Saved data entries:
┌──

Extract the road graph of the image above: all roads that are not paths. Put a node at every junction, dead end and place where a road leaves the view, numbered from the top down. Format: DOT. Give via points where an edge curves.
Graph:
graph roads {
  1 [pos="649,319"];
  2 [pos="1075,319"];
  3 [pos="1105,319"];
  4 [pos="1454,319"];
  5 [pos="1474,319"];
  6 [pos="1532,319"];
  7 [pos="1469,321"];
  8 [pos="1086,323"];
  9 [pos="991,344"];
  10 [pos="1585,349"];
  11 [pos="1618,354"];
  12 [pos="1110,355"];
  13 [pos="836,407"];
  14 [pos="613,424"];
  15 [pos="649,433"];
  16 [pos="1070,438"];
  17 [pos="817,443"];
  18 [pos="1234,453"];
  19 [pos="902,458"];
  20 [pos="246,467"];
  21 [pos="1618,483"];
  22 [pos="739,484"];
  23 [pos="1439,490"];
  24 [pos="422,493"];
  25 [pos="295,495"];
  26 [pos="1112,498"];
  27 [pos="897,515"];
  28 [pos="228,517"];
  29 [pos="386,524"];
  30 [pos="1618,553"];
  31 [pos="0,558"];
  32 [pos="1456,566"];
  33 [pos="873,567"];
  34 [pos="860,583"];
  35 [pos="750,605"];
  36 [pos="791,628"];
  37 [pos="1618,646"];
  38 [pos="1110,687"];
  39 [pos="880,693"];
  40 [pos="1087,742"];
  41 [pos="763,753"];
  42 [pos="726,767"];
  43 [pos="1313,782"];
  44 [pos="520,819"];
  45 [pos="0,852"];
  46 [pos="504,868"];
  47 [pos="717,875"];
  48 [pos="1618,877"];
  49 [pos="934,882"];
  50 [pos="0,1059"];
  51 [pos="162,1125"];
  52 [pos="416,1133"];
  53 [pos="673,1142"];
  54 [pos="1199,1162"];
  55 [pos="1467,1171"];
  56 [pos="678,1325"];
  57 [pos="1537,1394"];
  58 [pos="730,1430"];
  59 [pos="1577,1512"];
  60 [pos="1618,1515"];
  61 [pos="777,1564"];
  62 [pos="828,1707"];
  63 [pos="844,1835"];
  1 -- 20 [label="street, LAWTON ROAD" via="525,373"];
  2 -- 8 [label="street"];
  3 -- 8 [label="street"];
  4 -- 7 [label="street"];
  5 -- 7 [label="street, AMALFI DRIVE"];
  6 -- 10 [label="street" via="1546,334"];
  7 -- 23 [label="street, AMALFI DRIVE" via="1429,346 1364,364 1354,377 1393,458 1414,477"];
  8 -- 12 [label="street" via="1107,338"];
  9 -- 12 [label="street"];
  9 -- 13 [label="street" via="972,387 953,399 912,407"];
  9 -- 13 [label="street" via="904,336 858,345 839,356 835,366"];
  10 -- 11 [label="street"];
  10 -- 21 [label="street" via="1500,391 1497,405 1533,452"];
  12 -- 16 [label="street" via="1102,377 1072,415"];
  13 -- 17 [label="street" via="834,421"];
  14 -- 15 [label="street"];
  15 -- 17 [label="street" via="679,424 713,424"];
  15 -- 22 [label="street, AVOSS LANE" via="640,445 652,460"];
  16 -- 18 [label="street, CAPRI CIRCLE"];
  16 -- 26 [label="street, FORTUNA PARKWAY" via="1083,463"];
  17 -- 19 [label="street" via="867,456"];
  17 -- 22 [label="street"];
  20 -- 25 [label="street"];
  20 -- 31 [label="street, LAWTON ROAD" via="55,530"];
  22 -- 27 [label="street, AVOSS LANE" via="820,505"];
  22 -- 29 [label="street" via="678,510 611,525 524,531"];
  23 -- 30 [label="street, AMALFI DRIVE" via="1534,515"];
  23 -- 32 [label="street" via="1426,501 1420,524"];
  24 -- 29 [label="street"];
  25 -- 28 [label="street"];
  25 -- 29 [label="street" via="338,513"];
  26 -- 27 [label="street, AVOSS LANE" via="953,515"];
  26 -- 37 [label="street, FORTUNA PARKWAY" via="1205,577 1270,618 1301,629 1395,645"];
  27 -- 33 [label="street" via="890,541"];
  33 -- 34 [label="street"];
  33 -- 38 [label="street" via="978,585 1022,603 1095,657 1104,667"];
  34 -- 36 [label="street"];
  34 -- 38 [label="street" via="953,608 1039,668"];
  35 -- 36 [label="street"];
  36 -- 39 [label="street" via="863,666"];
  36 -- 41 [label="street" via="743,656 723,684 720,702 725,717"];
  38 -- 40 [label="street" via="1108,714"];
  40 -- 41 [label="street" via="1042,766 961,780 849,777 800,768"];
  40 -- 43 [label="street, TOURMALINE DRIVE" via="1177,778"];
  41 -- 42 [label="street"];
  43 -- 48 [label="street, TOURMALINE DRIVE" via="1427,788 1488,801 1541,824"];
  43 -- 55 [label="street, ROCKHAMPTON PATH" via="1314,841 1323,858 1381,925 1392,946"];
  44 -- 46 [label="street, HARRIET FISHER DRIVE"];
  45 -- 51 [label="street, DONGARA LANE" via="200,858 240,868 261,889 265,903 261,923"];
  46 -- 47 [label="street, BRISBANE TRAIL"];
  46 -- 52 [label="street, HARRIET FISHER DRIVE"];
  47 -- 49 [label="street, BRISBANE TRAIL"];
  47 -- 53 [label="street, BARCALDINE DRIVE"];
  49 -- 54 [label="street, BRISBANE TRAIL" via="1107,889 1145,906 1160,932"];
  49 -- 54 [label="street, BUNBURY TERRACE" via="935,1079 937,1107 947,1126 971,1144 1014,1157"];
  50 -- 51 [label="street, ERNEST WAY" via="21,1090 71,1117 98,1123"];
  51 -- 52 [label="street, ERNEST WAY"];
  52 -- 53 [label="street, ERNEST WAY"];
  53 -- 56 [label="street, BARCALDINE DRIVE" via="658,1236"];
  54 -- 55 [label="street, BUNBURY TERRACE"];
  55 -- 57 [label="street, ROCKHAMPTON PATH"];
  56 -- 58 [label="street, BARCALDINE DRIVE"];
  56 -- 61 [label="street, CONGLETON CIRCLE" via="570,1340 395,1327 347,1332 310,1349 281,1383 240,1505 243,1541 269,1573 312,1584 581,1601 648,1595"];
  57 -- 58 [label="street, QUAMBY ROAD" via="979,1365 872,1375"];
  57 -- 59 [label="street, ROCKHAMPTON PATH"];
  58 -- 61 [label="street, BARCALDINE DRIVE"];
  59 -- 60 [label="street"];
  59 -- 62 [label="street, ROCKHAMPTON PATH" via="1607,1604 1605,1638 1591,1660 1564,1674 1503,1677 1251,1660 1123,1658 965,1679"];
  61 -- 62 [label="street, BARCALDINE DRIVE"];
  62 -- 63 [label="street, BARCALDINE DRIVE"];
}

└──

→ **WORK REQUIRED**
Give the number of lines in the records above that contain the word "roads", and nothing more.

→ **ANSWER TO THIS EXERCISE**
2